Turns out the ‘change’ they meant was fistfuls of ‘loose change’ being stuffed into the designer pockets of their crony-bought clothing.

One rule for us, one declaration form for MPs

Interviewed on Saturday 21 September, culture secretary Lisa Nandy said:

We don’t want the news and the commentary to be dominated by conversations about clothes.

We rightly have a system, I think, where the taxpayer doesn’t fund these things. We don’t claim on expenses for them. And so MPs will always take donations, will always take gifts in kind.

MPs of all political parties have historically done that and that is the system that we have.

Most people don’t have their clothes bought for them by the taxpayer; do you know how we solve that problem? We buy our own clothes.

Also, let’s not forget the average salary for 30-60-year-olds in this country is £37-40k; the wages for people in government are as follows:

  • Prime minister: £75,440.
  • Cabinet minister: £67,505.
  • Minister of state: £31,680.
  • Parliamentary under-secretary of state: £22,375.

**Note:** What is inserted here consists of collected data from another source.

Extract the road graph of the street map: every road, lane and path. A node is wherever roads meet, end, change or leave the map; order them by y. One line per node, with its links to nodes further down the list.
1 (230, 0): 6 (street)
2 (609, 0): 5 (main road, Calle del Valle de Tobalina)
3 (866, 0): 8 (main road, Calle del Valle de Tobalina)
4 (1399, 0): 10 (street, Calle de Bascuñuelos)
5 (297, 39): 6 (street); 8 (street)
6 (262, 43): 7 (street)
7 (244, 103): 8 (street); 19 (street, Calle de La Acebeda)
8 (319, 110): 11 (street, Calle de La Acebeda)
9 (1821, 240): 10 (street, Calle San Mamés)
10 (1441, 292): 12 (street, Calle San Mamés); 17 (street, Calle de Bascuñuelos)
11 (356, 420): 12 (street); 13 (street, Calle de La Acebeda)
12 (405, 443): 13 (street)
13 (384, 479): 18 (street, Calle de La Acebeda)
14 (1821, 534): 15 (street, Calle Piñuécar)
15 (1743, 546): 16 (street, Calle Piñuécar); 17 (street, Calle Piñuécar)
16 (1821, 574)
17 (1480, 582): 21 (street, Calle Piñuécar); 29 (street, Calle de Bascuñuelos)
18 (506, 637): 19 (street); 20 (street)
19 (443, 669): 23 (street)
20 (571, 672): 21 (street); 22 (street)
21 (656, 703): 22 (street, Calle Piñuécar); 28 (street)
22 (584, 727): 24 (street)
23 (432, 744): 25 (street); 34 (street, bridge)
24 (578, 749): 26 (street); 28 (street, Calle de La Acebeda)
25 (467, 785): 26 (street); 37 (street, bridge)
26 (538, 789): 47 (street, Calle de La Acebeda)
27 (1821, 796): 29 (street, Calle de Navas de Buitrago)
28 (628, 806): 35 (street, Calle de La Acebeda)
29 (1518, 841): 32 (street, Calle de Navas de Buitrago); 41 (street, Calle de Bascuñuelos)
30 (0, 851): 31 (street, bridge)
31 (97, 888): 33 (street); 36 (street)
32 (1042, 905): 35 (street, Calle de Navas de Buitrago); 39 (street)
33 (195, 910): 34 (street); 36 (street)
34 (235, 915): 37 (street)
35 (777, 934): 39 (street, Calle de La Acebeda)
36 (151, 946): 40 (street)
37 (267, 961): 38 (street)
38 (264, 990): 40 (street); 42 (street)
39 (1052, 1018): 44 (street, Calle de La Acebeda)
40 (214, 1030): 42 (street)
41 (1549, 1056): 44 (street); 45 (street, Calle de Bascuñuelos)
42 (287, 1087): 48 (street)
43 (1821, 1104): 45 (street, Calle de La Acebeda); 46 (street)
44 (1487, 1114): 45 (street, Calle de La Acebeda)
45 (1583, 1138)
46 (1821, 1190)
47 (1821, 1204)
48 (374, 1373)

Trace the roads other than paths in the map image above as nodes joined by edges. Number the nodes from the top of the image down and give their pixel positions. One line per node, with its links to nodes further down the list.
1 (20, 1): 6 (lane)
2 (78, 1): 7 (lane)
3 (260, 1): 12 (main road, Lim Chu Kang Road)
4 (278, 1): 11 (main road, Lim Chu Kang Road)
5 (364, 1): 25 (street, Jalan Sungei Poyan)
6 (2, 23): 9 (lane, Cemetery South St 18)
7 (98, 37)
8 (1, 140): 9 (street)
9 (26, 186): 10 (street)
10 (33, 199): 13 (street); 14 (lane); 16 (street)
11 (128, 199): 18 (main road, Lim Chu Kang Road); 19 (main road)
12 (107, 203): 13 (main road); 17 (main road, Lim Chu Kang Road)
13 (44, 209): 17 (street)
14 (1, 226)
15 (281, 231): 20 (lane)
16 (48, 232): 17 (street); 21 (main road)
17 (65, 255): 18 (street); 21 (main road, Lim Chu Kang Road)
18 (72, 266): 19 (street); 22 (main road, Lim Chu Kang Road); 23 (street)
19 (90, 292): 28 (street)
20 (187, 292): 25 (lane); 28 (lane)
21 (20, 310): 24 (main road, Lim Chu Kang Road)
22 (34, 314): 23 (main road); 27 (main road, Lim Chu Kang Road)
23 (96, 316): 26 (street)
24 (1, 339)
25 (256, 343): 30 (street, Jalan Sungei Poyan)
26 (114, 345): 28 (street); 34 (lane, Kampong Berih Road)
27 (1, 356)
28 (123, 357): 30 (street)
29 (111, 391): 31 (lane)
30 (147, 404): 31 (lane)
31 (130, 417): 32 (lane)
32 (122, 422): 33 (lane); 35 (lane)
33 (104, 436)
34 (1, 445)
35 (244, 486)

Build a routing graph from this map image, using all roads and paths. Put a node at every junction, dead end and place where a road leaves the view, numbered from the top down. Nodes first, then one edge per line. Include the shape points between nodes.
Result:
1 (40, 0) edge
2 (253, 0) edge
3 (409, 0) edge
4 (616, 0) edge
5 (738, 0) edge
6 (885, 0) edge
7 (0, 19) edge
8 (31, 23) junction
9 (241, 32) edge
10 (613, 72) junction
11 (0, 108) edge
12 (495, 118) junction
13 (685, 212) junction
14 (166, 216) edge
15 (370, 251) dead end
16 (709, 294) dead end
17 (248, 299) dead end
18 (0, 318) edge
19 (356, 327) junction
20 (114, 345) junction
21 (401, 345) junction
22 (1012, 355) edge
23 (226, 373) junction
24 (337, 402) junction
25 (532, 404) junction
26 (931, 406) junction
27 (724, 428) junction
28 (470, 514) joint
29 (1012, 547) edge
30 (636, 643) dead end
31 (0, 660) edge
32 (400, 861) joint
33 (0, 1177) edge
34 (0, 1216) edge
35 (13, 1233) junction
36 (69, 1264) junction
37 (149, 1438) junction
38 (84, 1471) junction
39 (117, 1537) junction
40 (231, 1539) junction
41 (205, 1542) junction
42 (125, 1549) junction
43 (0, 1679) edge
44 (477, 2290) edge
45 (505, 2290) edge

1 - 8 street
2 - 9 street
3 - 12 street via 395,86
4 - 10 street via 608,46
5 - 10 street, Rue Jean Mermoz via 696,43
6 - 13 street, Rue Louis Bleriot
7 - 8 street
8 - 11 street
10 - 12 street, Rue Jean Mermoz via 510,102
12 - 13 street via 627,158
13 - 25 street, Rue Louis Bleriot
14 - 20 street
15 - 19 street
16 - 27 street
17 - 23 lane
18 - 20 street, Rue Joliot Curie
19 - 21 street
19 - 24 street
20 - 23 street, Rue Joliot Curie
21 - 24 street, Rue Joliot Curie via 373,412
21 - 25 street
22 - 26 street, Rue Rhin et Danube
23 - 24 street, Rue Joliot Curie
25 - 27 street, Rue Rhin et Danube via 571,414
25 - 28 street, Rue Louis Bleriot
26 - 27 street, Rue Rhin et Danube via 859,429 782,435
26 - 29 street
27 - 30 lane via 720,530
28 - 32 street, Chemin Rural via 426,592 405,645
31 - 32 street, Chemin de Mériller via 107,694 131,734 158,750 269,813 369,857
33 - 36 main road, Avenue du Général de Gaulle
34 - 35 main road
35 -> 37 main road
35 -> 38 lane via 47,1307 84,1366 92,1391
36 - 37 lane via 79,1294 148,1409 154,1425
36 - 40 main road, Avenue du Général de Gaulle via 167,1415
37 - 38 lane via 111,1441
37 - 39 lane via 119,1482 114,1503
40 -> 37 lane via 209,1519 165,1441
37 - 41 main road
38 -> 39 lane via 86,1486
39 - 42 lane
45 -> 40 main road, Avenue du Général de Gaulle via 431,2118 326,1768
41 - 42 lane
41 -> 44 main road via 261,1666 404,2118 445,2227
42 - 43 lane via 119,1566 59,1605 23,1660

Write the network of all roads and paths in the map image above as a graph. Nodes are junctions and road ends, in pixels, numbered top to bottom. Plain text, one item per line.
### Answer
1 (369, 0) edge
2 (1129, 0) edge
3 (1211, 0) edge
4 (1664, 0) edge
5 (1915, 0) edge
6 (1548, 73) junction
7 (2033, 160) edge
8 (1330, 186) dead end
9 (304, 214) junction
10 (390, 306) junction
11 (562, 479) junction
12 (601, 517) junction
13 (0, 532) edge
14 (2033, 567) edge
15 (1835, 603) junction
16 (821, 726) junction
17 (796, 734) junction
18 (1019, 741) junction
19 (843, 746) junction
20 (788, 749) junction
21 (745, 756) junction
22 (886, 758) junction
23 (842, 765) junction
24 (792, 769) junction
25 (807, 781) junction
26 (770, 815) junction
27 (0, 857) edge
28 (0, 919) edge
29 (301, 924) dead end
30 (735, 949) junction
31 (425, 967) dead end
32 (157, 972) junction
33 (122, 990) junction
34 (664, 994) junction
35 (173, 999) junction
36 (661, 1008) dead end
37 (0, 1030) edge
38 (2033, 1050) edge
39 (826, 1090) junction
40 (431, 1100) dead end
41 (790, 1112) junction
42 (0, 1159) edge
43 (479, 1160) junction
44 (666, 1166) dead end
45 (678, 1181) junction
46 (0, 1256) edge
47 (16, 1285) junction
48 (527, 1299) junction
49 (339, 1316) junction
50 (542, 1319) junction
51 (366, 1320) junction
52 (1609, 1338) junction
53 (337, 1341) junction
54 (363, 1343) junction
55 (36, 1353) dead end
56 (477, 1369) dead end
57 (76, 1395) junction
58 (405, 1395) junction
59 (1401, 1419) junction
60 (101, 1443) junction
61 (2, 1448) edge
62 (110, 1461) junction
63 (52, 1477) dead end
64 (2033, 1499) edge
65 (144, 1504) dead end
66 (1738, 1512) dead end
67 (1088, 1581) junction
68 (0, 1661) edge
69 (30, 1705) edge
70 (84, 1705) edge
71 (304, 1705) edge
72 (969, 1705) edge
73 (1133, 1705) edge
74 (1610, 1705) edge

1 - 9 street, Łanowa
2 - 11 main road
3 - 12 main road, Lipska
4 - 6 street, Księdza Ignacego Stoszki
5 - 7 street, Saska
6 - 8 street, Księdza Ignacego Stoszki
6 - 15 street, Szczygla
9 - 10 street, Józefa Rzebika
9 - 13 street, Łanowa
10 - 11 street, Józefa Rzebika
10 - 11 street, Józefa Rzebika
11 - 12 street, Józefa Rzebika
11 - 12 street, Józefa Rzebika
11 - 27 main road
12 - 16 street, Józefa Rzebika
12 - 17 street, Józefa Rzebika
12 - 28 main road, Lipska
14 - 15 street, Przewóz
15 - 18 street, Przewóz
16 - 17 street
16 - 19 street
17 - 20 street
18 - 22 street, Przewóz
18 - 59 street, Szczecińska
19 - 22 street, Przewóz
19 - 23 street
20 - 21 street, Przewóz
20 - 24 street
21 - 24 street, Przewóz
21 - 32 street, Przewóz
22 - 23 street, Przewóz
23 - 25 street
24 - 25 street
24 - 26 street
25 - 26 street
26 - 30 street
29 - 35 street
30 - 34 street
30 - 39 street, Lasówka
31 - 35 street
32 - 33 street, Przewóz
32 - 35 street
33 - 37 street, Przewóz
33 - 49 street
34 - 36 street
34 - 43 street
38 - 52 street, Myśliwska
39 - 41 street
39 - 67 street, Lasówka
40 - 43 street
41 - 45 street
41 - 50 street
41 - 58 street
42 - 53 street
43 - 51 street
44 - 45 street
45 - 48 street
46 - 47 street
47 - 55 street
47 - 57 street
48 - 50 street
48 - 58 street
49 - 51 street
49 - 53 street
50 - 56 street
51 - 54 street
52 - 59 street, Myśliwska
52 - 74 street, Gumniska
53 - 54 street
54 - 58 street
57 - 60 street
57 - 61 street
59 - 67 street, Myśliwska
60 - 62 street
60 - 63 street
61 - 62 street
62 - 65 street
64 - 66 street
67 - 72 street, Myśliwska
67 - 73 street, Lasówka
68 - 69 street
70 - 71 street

This is money they receive ON TOP OF THEIR MP’s SALARY OF £85,584.

These amounts are also on top of the various things they can claim on their expenses.

In other words, the idea that government ministers have no option but to create obvious conflicts of interest if they want to leave the house fully clothed is ridiculous.

Nandy also said (emphasis added):

We rightly have a system, I think, where the taxpayer doesn’t fund these things. We don’t claim on expenses for them. And so MPs will always take donations, will always take gifts in kind.

MPs of all political parties have historically done that and that is the system that we have.

There’s that famous ‘change’ we were promised!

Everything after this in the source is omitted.